1. Nature of the Option. This Option is intended to be an incentive stock
option within the meaning of Section 422 of the Internal Revenue Code of 1986,
as amended (the "Code").
2. Date of Grant; Term of Option. This Option is granted this ___________
day of ___________________, 19_____, and it may not be exercised later than
____________________________________________.
3. Option Exercise Price. The Option exercise price is __________________
($_____________) per Share.
4. Exercise of Option. This Option shall be exercisable during its term
only in accordance with the terms and provisions of the Plan and this Option as
follows:
(a) Right to Exercise. This Option shall vest and be exercisable
cumulatively, as follows: ______________________________________________________
(b) Method of Exercise. This Option shall be exercisable by written
notice which shall state the election to exercise this Option, the number of
Shares in respect to which this Option is being exercised and such other
representations and agreements as to the Optionee's investment intent with
respect to such Shares as may be required by the Company hereunder or pursuant
to the provisions of the Plan. Such written notice shall be signed by the
Optionee and shall be delivered in person or by certified mail to the Secretary
of the Company or such other person as may be designated by the Company. The
written notice shall be accompanied by payment of the purchase price and an
executed Stock Purchase Agreement in the form attached hereto. Payment
1.
of the purchase price shall be by check or such consideration and method of
payment authorized by the Board pursuant to the Plan.
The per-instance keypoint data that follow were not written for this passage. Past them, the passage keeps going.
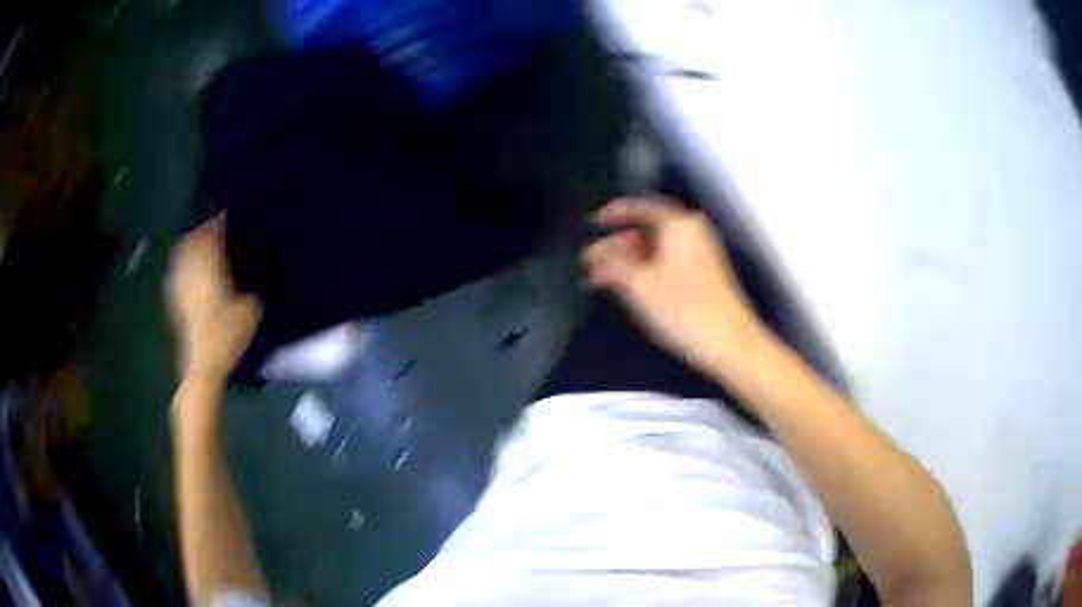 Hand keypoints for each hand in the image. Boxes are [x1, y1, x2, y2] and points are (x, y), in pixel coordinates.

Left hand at [167, 216, 259, 383]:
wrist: (202, 366)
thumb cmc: (226, 337)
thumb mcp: (251, 310)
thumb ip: (252, 283)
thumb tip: (255, 267)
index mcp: (209, 268)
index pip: (212, 234)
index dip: (220, 221)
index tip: (229, 214)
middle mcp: (191, 270)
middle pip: (194, 239)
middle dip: (205, 229)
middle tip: (217, 225)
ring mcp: (179, 284)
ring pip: (183, 252)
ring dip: (192, 242)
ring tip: (203, 240)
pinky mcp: (174, 298)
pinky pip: (177, 269)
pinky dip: (183, 260)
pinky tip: (189, 264)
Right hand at [583, 197, 762, 372]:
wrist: (730, 344)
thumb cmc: (684, 310)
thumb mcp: (640, 286)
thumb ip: (613, 266)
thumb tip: (594, 258)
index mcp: (678, 225)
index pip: (640, 207)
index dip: (613, 214)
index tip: (591, 224)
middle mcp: (690, 232)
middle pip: (646, 229)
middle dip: (616, 244)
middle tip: (589, 260)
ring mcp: (698, 254)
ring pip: (654, 248)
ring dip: (627, 260)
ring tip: (599, 277)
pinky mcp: (701, 275)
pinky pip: (665, 262)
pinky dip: (643, 270)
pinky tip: (625, 286)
The certificate or
certificates for the Shares as to which the Option shall be exercised shall be
registered in the name of the Optionee and shall be legended as required under
the Plan, the Stock Purchase Agreement, and/or applicable law.
(c) Restrictions on Exercise. This Option may not be exercised if the
issuance of the Shares upon such exercise would constitute a violation of any
applicable federal or state securities laws or other laws or regulations. As a
condition to the exercise of this Option, the Company may require the Optionee
to make any representation and warranty to the Company as may be required by any
applicable law or regulation.
5. Investment Representations. Unless the Shares have been registered
under the Securities Act of 1933, in connection with the acquisition of this
Option, the Optionee represents and warrants as follows:
(a) The Optionee is acquiring this Option, and upon exercise of this
Option, he will be acquiring the Shares for investment for his own account, not
as a nominee or agent, and not with a view to, or for resale in connection with,
any distribution thereof.
(b) The Optionee has a preexisting business or personal relationship
with the Company or one of its directors, officers or controlling persons and by
reason of his business or financial experience, has, and could be reasonably
assumed to have, the capacity to protect his interests in connection with the
acquisition of this Option and the Shares.
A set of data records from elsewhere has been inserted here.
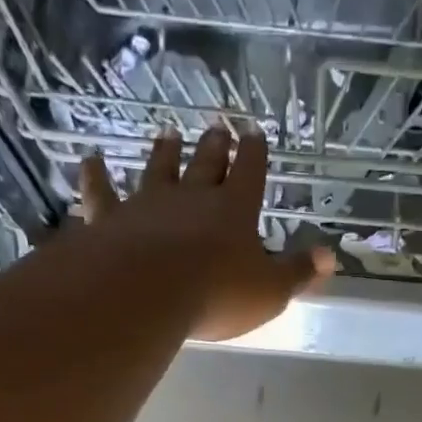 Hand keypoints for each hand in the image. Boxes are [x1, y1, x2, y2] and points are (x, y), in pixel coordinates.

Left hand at [78, 128, 332, 341]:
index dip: (254, 152)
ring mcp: (148, 204)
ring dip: (164, 152)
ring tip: (168, 134)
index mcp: (235, 210)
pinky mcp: (110, 219)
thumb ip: (298, 273)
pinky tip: (90, 160)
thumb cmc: (218, 294)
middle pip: (206, 164)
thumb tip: (331, 256)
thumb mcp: (270, 291)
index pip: (250, 172)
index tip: (254, 132)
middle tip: (216, 127)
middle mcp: (192, 197)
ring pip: (158, 170)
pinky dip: (96, 176)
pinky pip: (102, 193)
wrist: (146, 293)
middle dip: (214, 147)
6. Termination of Status as an Employee. Subject to the provisions of
Section 7 hereof, if the Optionee ceases to serve as an employee of the Company
or its Subsidiaries for any reason other than death or Disability and thereby
terminates his status as an Employee, the Optionee shall have the right to
exercise this Option at any time within the three (3) month period after the
date of such termination to the extent that the Optionee was entitled to
exercise the Option at the date of such termination. If the Optionee ceases to
serve as an employee due to death or Disability, this Option may be exercised at
any time within one (1) year after the date of death or termination of
employment due to Disability, in the case of death, by the Optionee's estate or
by a person who acquired the right to exercise this Option by bequest or
inheritance, or, in the case of Disability, by the Optionee or his legal
guardian or representative, but in any case only to the extent the Optionee was
entitled to exercise this Option at the date of such termination; provided,
however, that if such disabled Optionee shall commence any employment or
engagement during such one (1) year period with or by a competitor of the
Company (including, but not limited to, full or part-time employment or
independent
2.
consulting work), as determined solely in the judgment of the Board, this Option
shall terminate immediately upon the commencement thereof. To the extent that
the Optionee was not entitled to exercise the Option at the date of termination,
or to the extent the Option is not exercised within the time specified herein,
this Option shall terminate. Notwithstanding the foregoing, this Option shall
not be exercisable after the expiration of the term set forth in Section 2
hereof.
7. Forfeiture of Option. Notwithstanding any other provision of this
Option, if the Optionee's employment is terminated for "cause" (as such term is
defined in the Optionee's employment agreement or invention and non-disclosure
agreement, but, if the Optionee is not a party to either such agreement, then,
as such term is defined in the Stock Purchase Agreement) or if the Board of
Directors makes a determination that the Optionee (i) has engaged in any type of
disloyalty to the Company, including without limitation, fraud, embezzlement,
theft, or dishonesty in the course of his employment, or (ii) has been convicted
of a felony, or (iii) has disclosed trade secrets or confidential information of
the Company, or has breached a non-competition agreement with the Company, all
unexercised Options shall terminate on the earlier of the date of termination
for "cause" or the date of such determination. In the event of such a
determination, in addition to immediate termination of all unexercised Options,
the Optionee shall forfeit all Option shares for which the Company has not yet
delivered share certificates to the Optionee and the Company shall refund to the
Optionee the Option price paid to it. Notwithstanding anything herein to the
contrary, the Company may withhold delivery of share certificates pending the
resolution of any inquiry that could lead to a determination resulting in
forfeiture.
8. Nontransferability of Option. This Option may not be sold, pledged,
assigned, hypothecated, gifted, transferred or disposed of in any manner either
voluntarily or involuntarily by operation of law, other than by will or by the
laws of descent or distribution, and may be exercised during the lifetime of the
Optionee only by such Optionee. Subject to the foregoing and the terms of the
Plan, the terms of this Option shall be binding upon the executors,
administrators, heirs, successors and assigns of the Optionee.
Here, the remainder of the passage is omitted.